*** Material for this task Section Begins ***
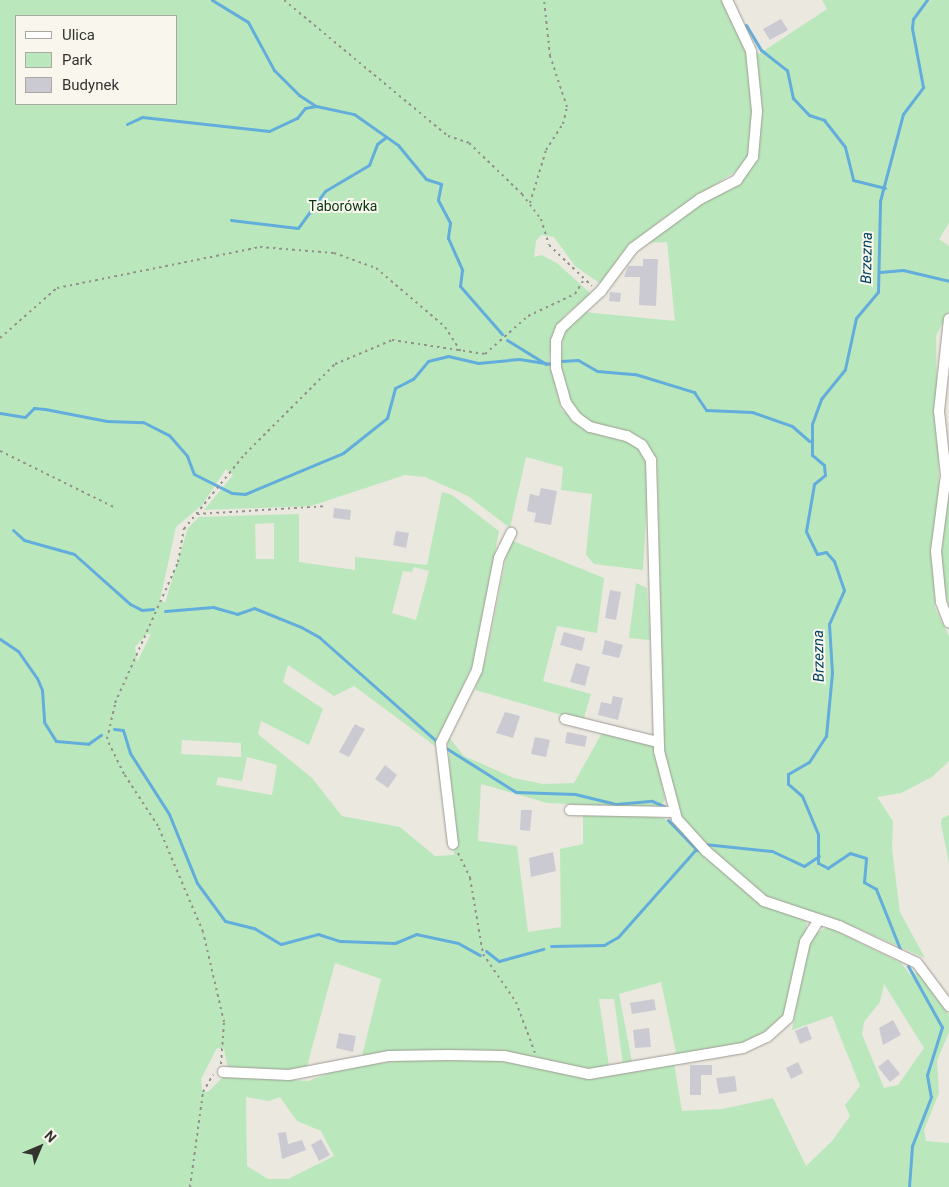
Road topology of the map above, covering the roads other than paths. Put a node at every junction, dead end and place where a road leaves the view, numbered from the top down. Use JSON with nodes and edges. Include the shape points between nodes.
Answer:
{"nodes":[{"id":1,"x":727,"y":0,"type":"edge"},
{"id":2,"x":949,"y":319,"type":"edge"},
{"id":3,"x":511,"y":533,"type":"dead end"},
{"id":4,"x":949,"y":623,"type":"edge"},
{"id":5,"x":565,"y":719,"type":"dead end"},
{"id":6,"x":658,"y":742,"type":"junction"},
{"id":7,"x":570,"y":810,"type":"dead end"},
{"id":8,"x":673,"y":812,"type":"junction"},
{"id":9,"x":453,"y":844,"type":"road end"},
{"id":10,"x":819,"y":920,"type":"junction"},
{"id":11,"x":949,"y":1006,"type":"edge"},
{"id":12,"x":223,"y":1072,"type":"road end"}],
"edges":[{"from":1,"to":6,"type":"street","via":[[751,51],[758,111],[753,158],[737,180],[643,239],[601,292],[561,328],[556,341],[556,368],[566,404],[576,417],[590,426],[627,436],[642,445],[651,460]]},
{"from":2,"to":4,"type":"street","via":[[939,411],[946,475],[936,551],[941,602]]},
{"from":3,"to":9,"type":"street","via":[[499,558],[476,670],[441,743]]},
{"from":5,"to":6,"type":"street"},
{"from":6,"to":8,"type":"street"},
{"from":7,"to":8,"type":"street"},
{"from":8,"to":10,"type":"street","via":[[706,851],[764,901]]},
{"from":10,"to":11,"type":"street","via":[[858,933],[917,963]]},
{"from":10,"to":12,"type":"street","via":[[805,942],[788,1018],[758,1043],[611,1072],[571,1073],[504,1056],[418,1055],[361,1060],[289,1075]]}]}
*** Material for this task Section Ends ***
Could you copy the data above exactly, leaving the pictures out?

Road topology of the map above, covering the roads other than paths. Put a node at every junction, dead end and place where a road leaves the view, numbered from the top down. Use JSON with nodes and edges. Include the shape points between nodes.
Answer:
{"nodes":[{"id":1,"x":727,"y":0,"type":"edge"},
{"id":2,"x":949,"y":319,"type":"edge"},
{"id":3,"x":511,"y":533,"type":"dead end"},
{"id":4,"x":949,"y":623,"type":"edge"},
{"id":5,"x":565,"y":719,"type":"dead end"},
{"id":6,"x":658,"y":742,"type":"junction"},
{"id":7,"x":570,"y":810,"type":"dead end"},
{"id":8,"x":673,"y":812,"type":"junction"},
{"id":9,"x":453,"y":844,"type":"road end"},
{"id":10,"x":819,"y":920,"type":"junction"},
{"id":11,"x":949,"y":1006,"type":"edge"},
{"id":12,"x":223,"y":1072,"type":"road end"}],
"edges":[{"from":1,"to":6,"type":"street","via":[[751,51],[758,111],[753,158],[737,180],[643,239],[601,292],[561,328],[556,341],[556,368],[566,404],[576,417],[590,426],[627,436],[642,445],[651,460]]},
{"from":2,"to":4,"type":"street","via":[[939,411],[946,475],[936,551],[941,602]]},
{"from":3,"to":9,"type":"street","via":[[499,558],[476,670],[441,743]]},
{"from":5,"to":6,"type":"street"},
{"from":6,"to":8,"type":"street"},
{"from":7,"to":8,"type":"street"},
{"from":8,"to":10,"type":"street","via":[[706,851],[764,901]]},
{"from":10,"to":11,"type":"street","via":[[858,933],[917,963]]},
{"from":10,"to":12,"type":"street","via":[[805,942],[788,1018],[758,1043],[611,1072],[571,1073],[504,1056],[418,1055],[361,1060],[289,1075]]}]}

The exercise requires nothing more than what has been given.